CEH v13: Sniffing

Table of Contents
Click Here to Return To the Certified Ethical Hacker (CEH v13) Course Page
Sniffing captures and analyzes network traffic in the EC-Council CEH v13 course. This module covers passive and active sniffing, switch-based attacks, and the tools that read packets off the wire. Capture traffic only on networks you are authorized to test.
A sniffer reads packets as they cross the network. On unencrypted protocols this exposes credentials, session tokens, and sensitive data in plaintext.
Passive vs. Active Sniffing
The network design decides which approach works.
| Type | Where it works | Method |
|---|---|---|
| Passive | Hubs, mirrored ports | Listens without altering traffic |
| Active | Switched networks | Forces traffic to your host |
Switches send traffic only to the right port, so an attacker uses active techniques to redirect it.
Active Sniffing Attacks
You manipulate Layer 2 to intercept traffic.
- ARP poisoning sends forged ARP replies so victims send traffic through you. This is a man-in-the-middle position.
- MAC flooding overloads the switch CAM table so it fails open and broadcasts like a hub.

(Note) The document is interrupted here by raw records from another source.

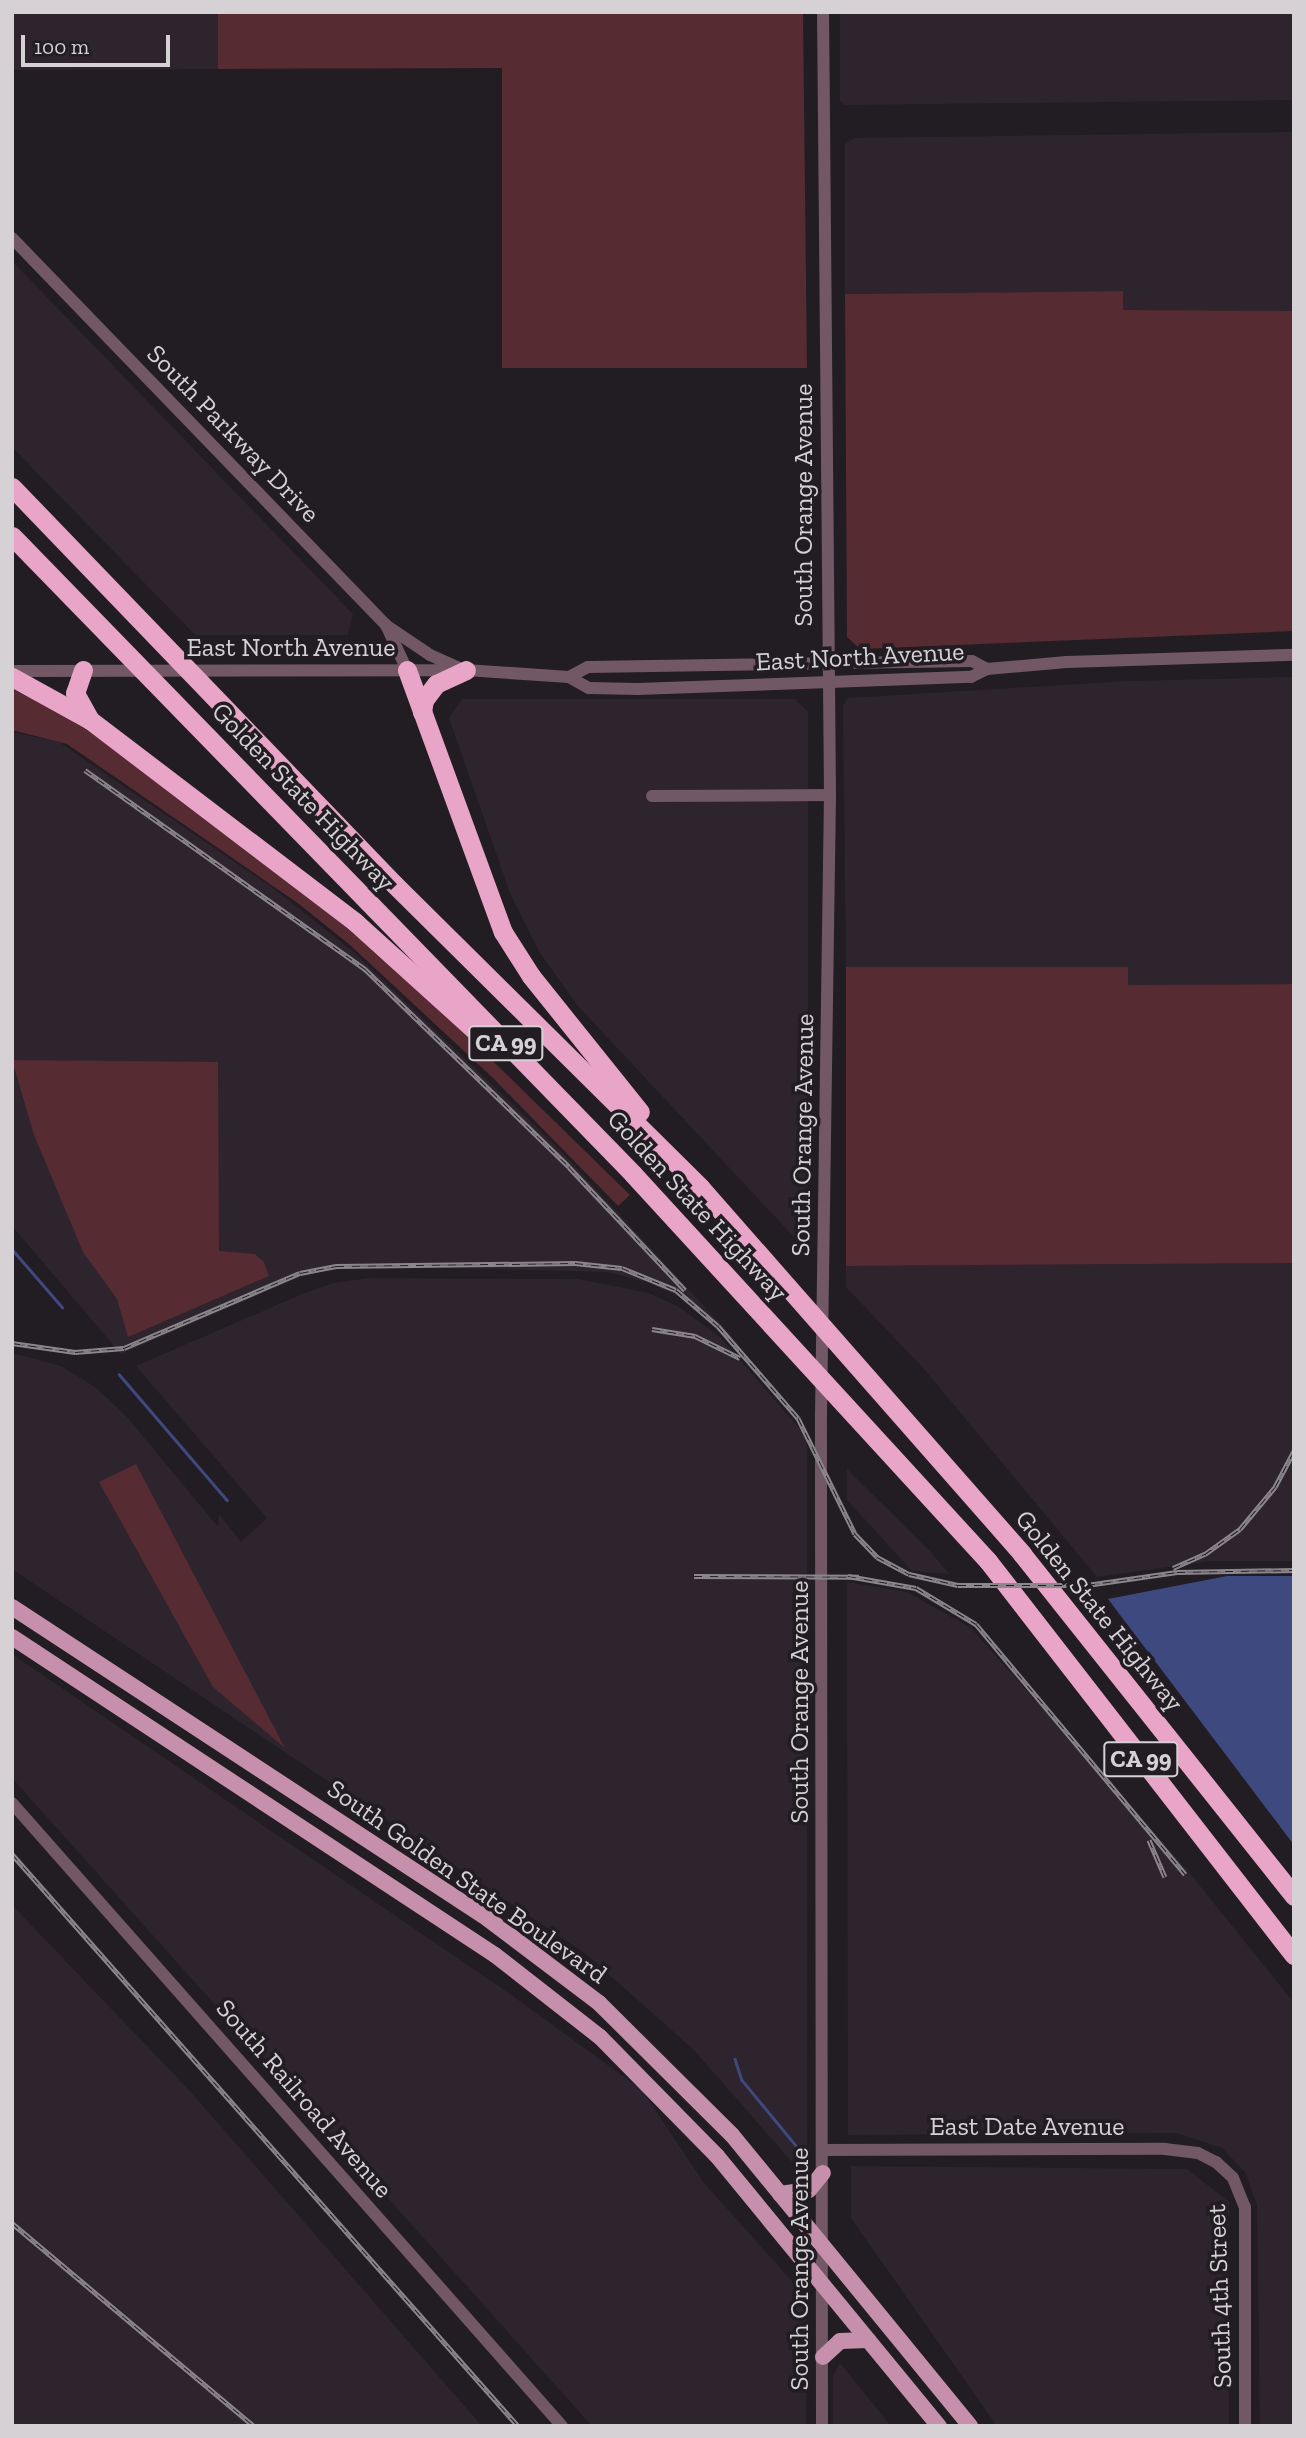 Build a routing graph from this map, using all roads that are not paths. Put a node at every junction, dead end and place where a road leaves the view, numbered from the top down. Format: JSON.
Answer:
{"nodes":[{"id":1,"x":823,"y":12,"type":"edge"},
{"id":2,"x":12,"y":238,"type":"edge"},
{"id":3,"x":12,"y":487,"type":"edge"},
{"id":4,"x":12,"y":536,"type":"edge"},
{"id":5,"x":386,"y":625,"type":"junction"},
{"id":6,"x":1294,"y":656,"type":"edge"},
{"id":7,"x":828,"y":665,"type":"junction"},
{"id":8,"x":987,"y":669,"type":"junction"},
{"id":9,"x":83,"y":670,"type":"junction"},
{"id":10,"x":407,"y":670,"type":"junction"},
{"id":11,"x":466,"y":670,"type":"junction"},
{"id":12,"x":12,"y":671,"type":"edge"},
{"id":13,"x":12,"y":677,"type":"edge"},
{"id":14,"x":569,"y":677,"type":"junction"},
{"id":15,"x":828,"y":684,"type":"junction"},
{"id":16,"x":422,"y":712,"type":"junction"},
{"id":17,"x":90,"y":720,"type":"junction"},
{"id":18,"x":830,"y":794,"type":"junction"},
{"id":19,"x":652,"y":796,"type":"dead end"},
{"id":20,"x":634,"y":1174,"type":"junction"},
{"id":21,"x":700,"y":1186,"type":"junction"},
{"id":22,"x":12,"y":1607,"type":"edge"},
{"id":23,"x":12,"y":1637,"type":"edge"},
{"id":24,"x":12,"y":1803,"type":"edge"},
{"id":25,"x":1294,"y":1896,"type":"edge"},
{"id":26,"x":1294,"y":1955,"type":"edge"},
{"id":27,"x":823,"y":2150,"type":"junction"},
{"id":28,"x":1226,"y":2169,"type":"joint"},
{"id":29,"x":823,"y":2173,"type":"junction"},
{"id":30,"x":780,"y":2194,"type":"junction"},
{"id":31,"x":824,"y":2248,"type":"junction"},
{"id":32,"x":823,"y":2284,"type":"junction"},
{"id":33,"x":868,"y":2340,"type":"junction"},
{"id":34,"x":823,"y":2357,"type":"junction"},
{"id":35,"x":562,"y":2426,"type":"edge"},
{"id":36,"x":822,"y":2426,"type":"edge"},
{"id":37,"x":939,"y":2426,"type":"edge"},
{"id":38,"x":970,"y":2426,"type":"edge"},
{"id":39,"x":1245,"y":2426,"type":"edge"}],
"edges":[{"from":1,"to":7,"type":"street","name":"South Orange Avenue"},
{"from":2,"to":5,"type":"street","name":"South Parkway Drive"},
{"from":3,"to":21,"type":"highway","name":"Golden State Highway","number":"CA 99"},
{"from":4,"to":20,"type":"highway","name":"Golden State Highway","number":"CA 99"},
{"from":5,"to":10,"type":"street","name":"South Parkway Drive"},
{"from":5,"to":11,"type":"street"},
{"from":6,"to":8,"type":"street","name":"East North Avenue"},
{"from":7,"to":8,"type":"street","name":"East North Avenue"},
{"from":7,"to":14,"type":"street","name":"East North Avenue"},
{"from":7,"to":15,"type":"street","name":"South Orange Avenue"},
{"from":8,"to":15,"type":"street","name":"East North Avenue"},
{"from":9,"to":10,"type":"street","name":"East North Avenue"},
{"from":9,"to":12,"type":"street","name":"East North Avenue"},
{"from":9,"to":17,"type":"highway"},
{"from":10,"to":11,"type":"street","name":"East North Avenue"},
{"from":10,"to":16,"type":"highway"},
{"from":11,"to":14,"type":"street","name":"East North Avenue"},
{"from":11,"to":16,"type":"highway"},
{"from":13,"to":17,"type":"highway"},
{"from":14,"to":15,"type":"street","name":"East North Avenue"},
{"from":15,"to":18,"type":"street","name":"South Orange Avenue"},
{"from":16,"to":21,"type":"highway"},
{"from":17,"to":20,"type":"highway"},
{"from":18,"to":19,"type":"street"},
{"from":18,"to":27,"type":"street","name":"South Orange Avenue"},
{"from":20,"to":26,"type":"highway","name":"Golden State Highway","number":"CA 99"},
{"from":21,"to":25,"type":"highway","name":"Golden State Highway","number":"CA 99"},
{"from":22,"to":30,"type":"main road","name":"South Golden State Boulevard"},
{"from":23,"to":32,"type":"main road","name":"South Golden State Boulevard"},
{"from":24,"to":35,"type":"street","name":"South Railroad Avenue"},
{"from":27,"to":28,"type":"street","name":"East Date Avenue"},
{"from":27,"to":29,"type":"street","name":"South Orange Avenue"},
{"from":28,"to":39,"type":"street","name":"South 4th Street"},
{"from":29,"to":30,"type":"main road"},
{"from":29,"to":31,"type":"street","name":"South Orange Avenue"},
{"from":30,"to":31,"type":"main road","name":"South Golden State Boulevard"},
{"from":31,"to":32,"type":"street","name":"South Orange Avenue"},
{"from":31,"to":38,"type":"main road","name":"South Golden State Boulevard"},
{"from":32,"to":33,"type":"main road","name":"South Golden State Boulevard"},
{"from":32,"to":34,"type":"street","name":"South Orange Avenue"},
{"from":33,"to":34,"type":"main road"},
{"from":33,"to":37,"type":"main road","name":"South Golden State Boulevard"},
{"from":34,"to":36,"type":"street","name":"South Orange Avenue"}]}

- DHCP starvation exhausts the DHCP pool, then a rogue server hands out malicious settings.
# Capture traffic on an interface and filter for HTTP
sudo tcpdump -i eth0 -A 'tcp port 80'
Analysis Tools
| Tool | Use |
|---|---|
| Wireshark | Deep graphical packet analysis |
| tcpdump | Command-line capture and filtering |
| Ettercap | Man-in-the-middle and ARP poisoning |
| dsniff | Extracts credentials from traffic |
You apply display filters in Wireshark like http.request or tcp.port == 443 to focus on relevant packets.
Countermeasures
You defend against sniffing with encryption and switch hardening.
- Encrypt traffic with TLS, SSH, and VPNs so captured data stays unreadable.
- Dynamic ARP Inspection (DAI) blocks forged ARP replies.
- Port security limits MAC addresses per port to stop flooding.
Encryption is the strongest defense, because a sniffer that captures ciphertext gains nothing.
Next Steps
Move from technical capture to human attacks in Social Engineering . Revisit malicious code in Malware Threats . Return to the Certified Ethical Hacker (CEH v13) Course .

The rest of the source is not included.